Running partition tests on : Schema
Starting test: CrossRefValidation
......................... Schema passed test CrossRefValidation
Starting test: CheckSDRefDom
......................... Schema passed test CheckSDRefDom

Running partition tests on : Configuration
Starting test: CrossRefValidation
......................... Configuration passed test CrossRefValidation
Starting test: CheckSDRefDom
......................... Configuration passed test CheckSDRefDom

Running partition tests on : kgdp
Starting test: CrossRefValidation
......................... kgdp passed test CrossRefValidation
Starting test: CheckSDRefDom
......................... kgdp passed test CheckSDRefDom

Running enterprise tests on : kgdp.mps
Starting test: Intersite
......................... kgdp.mps passed test Intersite
Starting test: FsmoCheck
......................... kgdp.mps passed test FsmoCheck
/////
вот здесь явная ошибка т.к. CELSIUS-сервер к-го сейчас нет:

Starting test: KnowsOfRoleHolders
Warning: CN=NTDS Settings\0ADEL:0fe14b8c-0030-4e0c-9b19-7af04ccb3418,CN=CELSIUS\0ADEL:3164fcf8-9ff5-4445-bb0d-7581d02d4a83,CN=Servers,CN=rostov,CN=Sites,CN=Configuration,DC=kgdp,DC=mps is the Schema Owner, but is deleted.
Warning: CN=NTDS Settings\0ADEL:0fe14b8c-0030-4e0c-9b19-7af04ccb3418,CN=CELSIUS\0ADEL:3164fcf8-9ff5-4445-bb0d-7581d02d4a83,CN=Servers,CN=rostov,CN=Sites,CN=Configuration,DC=kgdp,DC=mps is the Domain Owner, but is deleted.
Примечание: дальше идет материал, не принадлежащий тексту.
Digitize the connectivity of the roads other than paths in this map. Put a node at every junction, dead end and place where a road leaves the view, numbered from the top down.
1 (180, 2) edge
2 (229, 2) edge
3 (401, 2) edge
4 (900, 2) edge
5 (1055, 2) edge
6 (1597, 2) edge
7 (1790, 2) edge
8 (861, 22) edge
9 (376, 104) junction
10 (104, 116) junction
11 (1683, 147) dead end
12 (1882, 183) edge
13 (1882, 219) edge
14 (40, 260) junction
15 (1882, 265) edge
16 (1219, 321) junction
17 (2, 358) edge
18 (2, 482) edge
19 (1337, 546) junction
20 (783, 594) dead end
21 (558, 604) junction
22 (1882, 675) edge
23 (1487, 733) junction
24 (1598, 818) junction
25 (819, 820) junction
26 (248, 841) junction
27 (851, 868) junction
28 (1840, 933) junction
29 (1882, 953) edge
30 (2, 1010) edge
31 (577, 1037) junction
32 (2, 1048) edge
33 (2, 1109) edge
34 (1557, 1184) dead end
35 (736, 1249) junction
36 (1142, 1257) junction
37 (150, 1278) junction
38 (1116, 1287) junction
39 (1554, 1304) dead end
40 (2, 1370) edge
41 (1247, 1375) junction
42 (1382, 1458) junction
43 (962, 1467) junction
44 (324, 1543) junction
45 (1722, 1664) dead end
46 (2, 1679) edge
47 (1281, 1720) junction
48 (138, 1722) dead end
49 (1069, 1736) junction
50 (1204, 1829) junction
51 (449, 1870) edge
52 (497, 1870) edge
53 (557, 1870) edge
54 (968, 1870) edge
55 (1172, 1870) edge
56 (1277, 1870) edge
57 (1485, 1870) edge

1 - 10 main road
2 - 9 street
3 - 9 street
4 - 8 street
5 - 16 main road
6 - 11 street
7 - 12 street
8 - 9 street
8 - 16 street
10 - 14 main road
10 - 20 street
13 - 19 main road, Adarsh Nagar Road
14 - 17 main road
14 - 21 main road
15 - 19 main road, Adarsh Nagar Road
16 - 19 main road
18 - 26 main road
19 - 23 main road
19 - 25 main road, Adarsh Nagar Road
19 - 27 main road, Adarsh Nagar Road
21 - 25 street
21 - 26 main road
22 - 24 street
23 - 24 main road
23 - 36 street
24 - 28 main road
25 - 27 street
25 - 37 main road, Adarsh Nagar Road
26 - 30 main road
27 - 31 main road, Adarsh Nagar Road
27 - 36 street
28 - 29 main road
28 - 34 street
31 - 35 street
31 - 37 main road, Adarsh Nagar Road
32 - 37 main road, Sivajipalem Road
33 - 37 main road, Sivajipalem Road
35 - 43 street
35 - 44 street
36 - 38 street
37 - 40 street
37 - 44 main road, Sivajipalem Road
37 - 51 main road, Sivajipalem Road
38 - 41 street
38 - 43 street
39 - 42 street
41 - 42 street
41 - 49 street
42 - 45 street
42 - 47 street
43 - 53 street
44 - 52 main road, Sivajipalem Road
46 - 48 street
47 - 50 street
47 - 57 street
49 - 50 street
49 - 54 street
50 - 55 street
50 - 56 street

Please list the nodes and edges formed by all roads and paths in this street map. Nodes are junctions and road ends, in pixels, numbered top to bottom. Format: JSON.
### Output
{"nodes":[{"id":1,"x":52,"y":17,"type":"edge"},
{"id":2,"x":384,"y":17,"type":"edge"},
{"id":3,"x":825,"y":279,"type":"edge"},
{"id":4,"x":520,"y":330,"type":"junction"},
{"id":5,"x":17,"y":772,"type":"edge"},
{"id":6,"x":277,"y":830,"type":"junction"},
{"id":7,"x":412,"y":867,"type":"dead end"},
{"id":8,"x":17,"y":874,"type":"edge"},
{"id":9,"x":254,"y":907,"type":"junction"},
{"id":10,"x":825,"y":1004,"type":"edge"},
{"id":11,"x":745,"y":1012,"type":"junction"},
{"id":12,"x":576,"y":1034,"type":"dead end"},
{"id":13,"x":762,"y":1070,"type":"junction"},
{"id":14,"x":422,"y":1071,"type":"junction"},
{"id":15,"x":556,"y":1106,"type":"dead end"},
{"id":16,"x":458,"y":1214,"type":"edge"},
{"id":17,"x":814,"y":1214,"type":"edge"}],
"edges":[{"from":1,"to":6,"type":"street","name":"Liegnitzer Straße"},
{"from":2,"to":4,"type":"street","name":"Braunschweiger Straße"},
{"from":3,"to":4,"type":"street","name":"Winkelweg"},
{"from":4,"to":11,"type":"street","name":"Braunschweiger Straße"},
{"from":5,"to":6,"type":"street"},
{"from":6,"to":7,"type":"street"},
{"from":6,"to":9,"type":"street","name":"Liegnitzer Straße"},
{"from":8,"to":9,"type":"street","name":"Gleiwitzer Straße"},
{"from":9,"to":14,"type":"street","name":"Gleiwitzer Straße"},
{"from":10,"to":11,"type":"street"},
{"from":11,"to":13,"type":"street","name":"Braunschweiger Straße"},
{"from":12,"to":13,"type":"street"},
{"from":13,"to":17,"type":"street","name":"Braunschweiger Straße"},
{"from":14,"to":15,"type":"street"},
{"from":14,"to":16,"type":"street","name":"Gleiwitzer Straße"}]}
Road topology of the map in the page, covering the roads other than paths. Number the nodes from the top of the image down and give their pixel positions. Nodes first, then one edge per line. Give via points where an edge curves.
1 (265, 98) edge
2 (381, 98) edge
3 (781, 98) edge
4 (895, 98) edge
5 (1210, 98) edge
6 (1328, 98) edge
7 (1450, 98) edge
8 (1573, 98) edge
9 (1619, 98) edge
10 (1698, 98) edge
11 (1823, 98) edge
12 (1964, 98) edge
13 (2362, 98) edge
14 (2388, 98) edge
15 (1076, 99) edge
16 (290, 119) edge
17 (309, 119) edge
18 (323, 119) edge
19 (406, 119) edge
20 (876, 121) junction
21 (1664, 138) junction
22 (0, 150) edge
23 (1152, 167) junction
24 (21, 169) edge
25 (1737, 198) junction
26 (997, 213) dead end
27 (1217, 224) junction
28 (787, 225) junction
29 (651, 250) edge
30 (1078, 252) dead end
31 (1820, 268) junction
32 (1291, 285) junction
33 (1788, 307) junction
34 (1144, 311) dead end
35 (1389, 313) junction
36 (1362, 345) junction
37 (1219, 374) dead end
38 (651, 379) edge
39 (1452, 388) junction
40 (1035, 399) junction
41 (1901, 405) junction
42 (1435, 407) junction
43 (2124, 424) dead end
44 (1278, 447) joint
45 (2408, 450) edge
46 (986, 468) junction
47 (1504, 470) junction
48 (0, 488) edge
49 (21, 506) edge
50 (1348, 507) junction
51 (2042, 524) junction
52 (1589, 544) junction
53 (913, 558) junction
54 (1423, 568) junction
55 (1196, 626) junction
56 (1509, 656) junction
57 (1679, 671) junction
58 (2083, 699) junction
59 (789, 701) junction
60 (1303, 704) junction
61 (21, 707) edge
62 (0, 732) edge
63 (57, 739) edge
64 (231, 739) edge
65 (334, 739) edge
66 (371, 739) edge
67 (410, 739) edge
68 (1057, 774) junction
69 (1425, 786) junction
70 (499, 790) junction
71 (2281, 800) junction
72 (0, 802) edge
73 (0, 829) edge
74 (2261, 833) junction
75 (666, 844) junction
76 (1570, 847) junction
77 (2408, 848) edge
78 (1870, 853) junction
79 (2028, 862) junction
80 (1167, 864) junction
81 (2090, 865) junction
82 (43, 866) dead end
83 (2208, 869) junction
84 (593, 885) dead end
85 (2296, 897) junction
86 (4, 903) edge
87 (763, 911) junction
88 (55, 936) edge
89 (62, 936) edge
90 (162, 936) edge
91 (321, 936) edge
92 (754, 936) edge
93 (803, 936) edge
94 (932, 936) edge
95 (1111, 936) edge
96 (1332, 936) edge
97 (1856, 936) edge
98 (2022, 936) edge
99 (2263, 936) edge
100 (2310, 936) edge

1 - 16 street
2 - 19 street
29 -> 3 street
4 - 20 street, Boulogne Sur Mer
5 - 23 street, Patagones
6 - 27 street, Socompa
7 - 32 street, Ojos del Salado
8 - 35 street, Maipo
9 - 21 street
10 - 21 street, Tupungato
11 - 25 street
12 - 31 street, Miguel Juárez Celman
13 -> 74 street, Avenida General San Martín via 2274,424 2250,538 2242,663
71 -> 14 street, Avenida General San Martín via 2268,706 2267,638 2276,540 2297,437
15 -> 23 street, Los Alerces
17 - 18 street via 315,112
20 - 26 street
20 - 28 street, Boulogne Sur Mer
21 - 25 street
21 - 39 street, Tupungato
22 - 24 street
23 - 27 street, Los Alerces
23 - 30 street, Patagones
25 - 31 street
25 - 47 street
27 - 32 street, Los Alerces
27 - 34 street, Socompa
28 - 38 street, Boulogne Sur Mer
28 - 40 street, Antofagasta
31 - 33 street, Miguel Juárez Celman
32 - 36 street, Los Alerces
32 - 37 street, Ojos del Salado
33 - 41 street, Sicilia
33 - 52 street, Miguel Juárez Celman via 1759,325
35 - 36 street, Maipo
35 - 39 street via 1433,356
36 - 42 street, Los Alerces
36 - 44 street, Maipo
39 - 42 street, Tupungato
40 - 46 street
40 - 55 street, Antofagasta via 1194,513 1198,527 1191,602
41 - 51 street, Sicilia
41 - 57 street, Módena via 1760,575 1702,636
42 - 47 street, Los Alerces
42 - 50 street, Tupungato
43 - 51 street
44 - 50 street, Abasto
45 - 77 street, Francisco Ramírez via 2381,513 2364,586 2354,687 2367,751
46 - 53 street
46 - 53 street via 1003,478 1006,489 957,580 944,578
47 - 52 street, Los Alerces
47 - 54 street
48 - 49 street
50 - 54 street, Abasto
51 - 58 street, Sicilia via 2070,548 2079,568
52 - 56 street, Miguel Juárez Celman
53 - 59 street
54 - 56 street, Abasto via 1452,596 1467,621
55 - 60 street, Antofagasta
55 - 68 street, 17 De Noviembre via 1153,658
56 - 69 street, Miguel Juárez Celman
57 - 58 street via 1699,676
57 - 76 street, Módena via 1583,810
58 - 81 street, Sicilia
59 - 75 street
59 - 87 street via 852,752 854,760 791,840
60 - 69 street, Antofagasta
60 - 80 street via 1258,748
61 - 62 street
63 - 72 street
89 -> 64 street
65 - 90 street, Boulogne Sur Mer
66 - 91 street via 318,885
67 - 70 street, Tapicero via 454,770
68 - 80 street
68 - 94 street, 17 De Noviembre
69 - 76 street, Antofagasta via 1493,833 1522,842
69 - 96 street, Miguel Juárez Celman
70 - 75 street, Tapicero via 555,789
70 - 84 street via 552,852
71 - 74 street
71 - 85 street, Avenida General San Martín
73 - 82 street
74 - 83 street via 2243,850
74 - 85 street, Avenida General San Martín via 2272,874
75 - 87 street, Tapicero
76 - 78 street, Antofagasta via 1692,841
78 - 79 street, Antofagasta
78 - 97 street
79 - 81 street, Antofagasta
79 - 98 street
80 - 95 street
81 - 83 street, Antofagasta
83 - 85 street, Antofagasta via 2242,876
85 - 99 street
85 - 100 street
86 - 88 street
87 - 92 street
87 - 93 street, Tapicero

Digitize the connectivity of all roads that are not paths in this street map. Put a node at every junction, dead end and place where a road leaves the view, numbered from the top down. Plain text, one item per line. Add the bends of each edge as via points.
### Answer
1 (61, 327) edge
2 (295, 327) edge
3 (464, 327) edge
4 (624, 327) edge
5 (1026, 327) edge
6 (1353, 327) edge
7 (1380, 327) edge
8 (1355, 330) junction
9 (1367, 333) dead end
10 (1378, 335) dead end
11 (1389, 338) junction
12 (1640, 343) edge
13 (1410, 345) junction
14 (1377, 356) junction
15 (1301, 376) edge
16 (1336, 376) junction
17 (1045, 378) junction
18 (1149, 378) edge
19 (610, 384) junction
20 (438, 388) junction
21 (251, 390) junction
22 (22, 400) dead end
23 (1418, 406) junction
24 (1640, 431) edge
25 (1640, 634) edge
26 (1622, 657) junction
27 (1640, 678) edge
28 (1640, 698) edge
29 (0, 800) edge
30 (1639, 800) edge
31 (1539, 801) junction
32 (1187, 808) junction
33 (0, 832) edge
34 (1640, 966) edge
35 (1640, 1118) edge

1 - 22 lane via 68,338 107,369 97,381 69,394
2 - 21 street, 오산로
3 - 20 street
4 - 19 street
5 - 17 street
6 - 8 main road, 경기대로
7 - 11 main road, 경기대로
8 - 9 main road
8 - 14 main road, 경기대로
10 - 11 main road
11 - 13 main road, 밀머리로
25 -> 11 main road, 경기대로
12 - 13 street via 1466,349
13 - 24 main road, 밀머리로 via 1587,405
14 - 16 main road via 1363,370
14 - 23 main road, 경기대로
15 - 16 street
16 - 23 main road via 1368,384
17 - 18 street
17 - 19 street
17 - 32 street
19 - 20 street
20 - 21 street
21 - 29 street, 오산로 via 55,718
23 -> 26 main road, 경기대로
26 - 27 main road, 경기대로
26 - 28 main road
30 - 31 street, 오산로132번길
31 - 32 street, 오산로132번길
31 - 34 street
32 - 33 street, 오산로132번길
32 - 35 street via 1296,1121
Schema Owner это по русски "хозяин инфраструктуры"? им у нас являеться компьютер xeon.kgdp.mps. Как исправить?

[andrey_k Профиль ICQ]

Частично разобрался. Захватил роль Schema Owner ntdsutil. В dcdiag осталась одна ошибка, как ее победить не знаю:

>dcdiag
....
Starting test: KnowsOfRoleHolders
Warning: CN=NTDS Settings\0ADEL:0fe14b8c-0030-4e0c-9b19-7af04ccb3418,CN=CELSIUS\0ADEL:3164fcf8-9ff5-4445-bb0d-7581d02d4a83,CN=Servers,CN=rostov,CN=Sites,CN=Configuration,DC=kgdp,DC=mps is the Domain Owner, but is deleted.

[andrey_k Профиль ICQ]

Частично разобрался. Захватил роль Schema Owner при помощи ntdsutil. В dcdiag осталась одна ошибка, как ее победить не знаю:

>dcdiag
....
Starting test: KnowsOfRoleHolders
Warning: CN=NTDS Settings\0ADEL:0fe14b8c-0030-4e0c-9b19-7af04ccb3418,CN=CELSIUS\0ADEL:3164fcf8-9ff5-4445-bb0d-7581d02d4a83,CN=Servers,CN=rostov,CN=Sites,CN=Configuration,DC=kgdp,DC=mps is the Domain Owner, but is deleted.

[slz Профиль]

[andrey_k Профиль ICQ]

Всё, окончательно разобрался! Поюзал dcdiag, помогло. Спасибо за помощь.

Ошибки лезли из-за того, что когда убирали старый сервер, новому забыли передать две роли - shema master и domain naming master. Захватил их при помощи ntdsutil и все ошибки исчезли.